[ACTIVITY] For the entries below, count the lines that contain the word "roads" and reply with that number only.

+---+

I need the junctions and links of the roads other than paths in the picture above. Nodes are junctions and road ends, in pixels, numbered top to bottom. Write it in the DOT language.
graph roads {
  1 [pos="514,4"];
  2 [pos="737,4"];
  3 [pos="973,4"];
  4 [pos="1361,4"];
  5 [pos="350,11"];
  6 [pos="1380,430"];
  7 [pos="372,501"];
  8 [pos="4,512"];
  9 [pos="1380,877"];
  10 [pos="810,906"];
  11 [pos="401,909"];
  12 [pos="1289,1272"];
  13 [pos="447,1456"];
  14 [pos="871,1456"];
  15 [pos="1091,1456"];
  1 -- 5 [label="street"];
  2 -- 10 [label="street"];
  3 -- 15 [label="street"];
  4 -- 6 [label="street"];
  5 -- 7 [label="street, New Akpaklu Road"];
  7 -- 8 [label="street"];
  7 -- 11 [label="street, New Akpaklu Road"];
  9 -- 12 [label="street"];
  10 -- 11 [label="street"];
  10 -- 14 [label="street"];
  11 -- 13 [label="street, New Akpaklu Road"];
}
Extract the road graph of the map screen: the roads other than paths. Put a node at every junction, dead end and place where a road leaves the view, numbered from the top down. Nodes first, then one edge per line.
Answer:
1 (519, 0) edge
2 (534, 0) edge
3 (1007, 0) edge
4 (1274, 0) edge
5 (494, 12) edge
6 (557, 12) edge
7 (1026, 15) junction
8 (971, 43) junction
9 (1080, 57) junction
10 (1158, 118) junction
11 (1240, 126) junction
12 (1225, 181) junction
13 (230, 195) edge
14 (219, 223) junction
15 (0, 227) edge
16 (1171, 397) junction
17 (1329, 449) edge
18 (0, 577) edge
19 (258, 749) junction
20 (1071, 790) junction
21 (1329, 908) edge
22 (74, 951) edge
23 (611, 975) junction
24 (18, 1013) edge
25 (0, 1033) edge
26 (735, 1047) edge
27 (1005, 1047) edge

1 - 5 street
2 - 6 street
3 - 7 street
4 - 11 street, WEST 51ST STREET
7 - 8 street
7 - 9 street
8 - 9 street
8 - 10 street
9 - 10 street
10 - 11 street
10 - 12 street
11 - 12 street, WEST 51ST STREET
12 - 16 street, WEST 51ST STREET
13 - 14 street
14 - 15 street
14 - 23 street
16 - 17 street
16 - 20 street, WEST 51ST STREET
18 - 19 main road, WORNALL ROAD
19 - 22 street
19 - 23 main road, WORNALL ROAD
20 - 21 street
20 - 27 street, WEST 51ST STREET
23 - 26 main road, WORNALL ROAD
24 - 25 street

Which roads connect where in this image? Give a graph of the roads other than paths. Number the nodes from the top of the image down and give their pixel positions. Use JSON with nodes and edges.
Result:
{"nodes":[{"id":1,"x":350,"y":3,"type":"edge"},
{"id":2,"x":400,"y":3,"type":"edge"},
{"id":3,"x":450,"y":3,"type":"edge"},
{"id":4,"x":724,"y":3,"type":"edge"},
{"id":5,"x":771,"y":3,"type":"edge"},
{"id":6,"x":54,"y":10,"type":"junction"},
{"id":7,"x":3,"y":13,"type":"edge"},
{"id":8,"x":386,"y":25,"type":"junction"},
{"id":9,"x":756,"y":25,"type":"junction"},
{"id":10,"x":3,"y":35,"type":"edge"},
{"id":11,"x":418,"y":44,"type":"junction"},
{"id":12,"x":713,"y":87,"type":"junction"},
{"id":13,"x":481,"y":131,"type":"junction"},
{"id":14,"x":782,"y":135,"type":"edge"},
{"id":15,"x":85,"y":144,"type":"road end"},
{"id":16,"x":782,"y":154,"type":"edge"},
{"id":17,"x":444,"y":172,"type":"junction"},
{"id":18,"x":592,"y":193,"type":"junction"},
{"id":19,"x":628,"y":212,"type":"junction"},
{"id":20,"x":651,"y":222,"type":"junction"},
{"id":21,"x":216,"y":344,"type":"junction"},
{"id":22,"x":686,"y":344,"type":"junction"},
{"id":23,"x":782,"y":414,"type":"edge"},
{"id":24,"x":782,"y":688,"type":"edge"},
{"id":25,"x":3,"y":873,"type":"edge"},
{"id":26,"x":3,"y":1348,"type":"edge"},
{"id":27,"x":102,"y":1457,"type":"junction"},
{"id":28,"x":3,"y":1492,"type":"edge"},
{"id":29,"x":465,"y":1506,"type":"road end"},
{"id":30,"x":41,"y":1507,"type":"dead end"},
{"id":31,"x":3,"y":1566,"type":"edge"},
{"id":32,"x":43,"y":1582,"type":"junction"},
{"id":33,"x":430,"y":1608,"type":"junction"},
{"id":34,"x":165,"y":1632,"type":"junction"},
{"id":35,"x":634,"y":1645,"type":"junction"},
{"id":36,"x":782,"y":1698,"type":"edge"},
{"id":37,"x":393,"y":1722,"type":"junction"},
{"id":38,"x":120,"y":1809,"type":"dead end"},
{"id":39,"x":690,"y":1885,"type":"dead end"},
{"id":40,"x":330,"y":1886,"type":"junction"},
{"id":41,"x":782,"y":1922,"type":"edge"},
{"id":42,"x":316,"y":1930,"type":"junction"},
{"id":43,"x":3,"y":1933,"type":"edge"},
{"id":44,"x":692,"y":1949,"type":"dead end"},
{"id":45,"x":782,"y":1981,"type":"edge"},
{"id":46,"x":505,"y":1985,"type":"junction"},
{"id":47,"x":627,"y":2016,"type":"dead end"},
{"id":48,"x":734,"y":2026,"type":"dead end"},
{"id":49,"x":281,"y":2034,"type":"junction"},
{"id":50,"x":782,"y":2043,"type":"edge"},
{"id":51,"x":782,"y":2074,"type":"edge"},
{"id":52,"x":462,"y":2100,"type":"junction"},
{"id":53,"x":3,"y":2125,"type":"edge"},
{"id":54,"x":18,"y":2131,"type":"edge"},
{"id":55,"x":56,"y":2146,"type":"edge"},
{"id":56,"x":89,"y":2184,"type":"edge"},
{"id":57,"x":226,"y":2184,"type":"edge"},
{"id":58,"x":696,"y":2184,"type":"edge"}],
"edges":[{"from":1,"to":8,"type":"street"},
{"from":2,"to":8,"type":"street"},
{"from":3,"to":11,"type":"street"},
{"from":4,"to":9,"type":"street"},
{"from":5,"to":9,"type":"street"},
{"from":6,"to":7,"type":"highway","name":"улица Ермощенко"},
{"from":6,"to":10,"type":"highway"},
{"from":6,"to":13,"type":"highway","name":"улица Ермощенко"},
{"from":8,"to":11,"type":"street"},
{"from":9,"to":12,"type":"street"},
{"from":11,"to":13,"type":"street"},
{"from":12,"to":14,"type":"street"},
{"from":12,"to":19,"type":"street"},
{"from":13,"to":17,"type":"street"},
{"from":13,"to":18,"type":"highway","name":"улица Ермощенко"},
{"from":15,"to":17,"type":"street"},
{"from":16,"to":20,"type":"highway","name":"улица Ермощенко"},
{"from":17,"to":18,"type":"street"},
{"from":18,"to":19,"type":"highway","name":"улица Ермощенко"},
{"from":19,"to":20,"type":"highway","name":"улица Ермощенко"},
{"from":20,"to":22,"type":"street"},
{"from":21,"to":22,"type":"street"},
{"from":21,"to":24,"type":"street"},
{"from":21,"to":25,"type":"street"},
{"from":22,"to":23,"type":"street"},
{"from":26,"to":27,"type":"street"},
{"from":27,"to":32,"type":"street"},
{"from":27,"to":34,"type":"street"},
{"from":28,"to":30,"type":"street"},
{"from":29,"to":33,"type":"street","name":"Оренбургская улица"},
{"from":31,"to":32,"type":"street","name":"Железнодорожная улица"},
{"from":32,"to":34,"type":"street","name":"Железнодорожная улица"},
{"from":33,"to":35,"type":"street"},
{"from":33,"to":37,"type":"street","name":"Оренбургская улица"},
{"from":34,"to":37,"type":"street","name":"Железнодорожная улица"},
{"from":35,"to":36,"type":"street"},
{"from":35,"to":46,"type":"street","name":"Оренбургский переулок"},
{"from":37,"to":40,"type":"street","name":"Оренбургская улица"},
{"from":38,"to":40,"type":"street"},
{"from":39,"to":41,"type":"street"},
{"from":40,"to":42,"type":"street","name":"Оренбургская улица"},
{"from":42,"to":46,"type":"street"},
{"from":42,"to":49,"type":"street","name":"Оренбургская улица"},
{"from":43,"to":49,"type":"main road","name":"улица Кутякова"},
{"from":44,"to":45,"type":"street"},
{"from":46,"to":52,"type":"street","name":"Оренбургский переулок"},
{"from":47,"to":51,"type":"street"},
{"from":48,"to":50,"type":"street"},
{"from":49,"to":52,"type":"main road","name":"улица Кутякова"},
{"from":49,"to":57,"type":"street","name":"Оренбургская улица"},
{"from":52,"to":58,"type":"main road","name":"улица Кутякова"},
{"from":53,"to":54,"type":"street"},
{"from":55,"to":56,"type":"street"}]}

+---+

[ANSWER SPACE] 4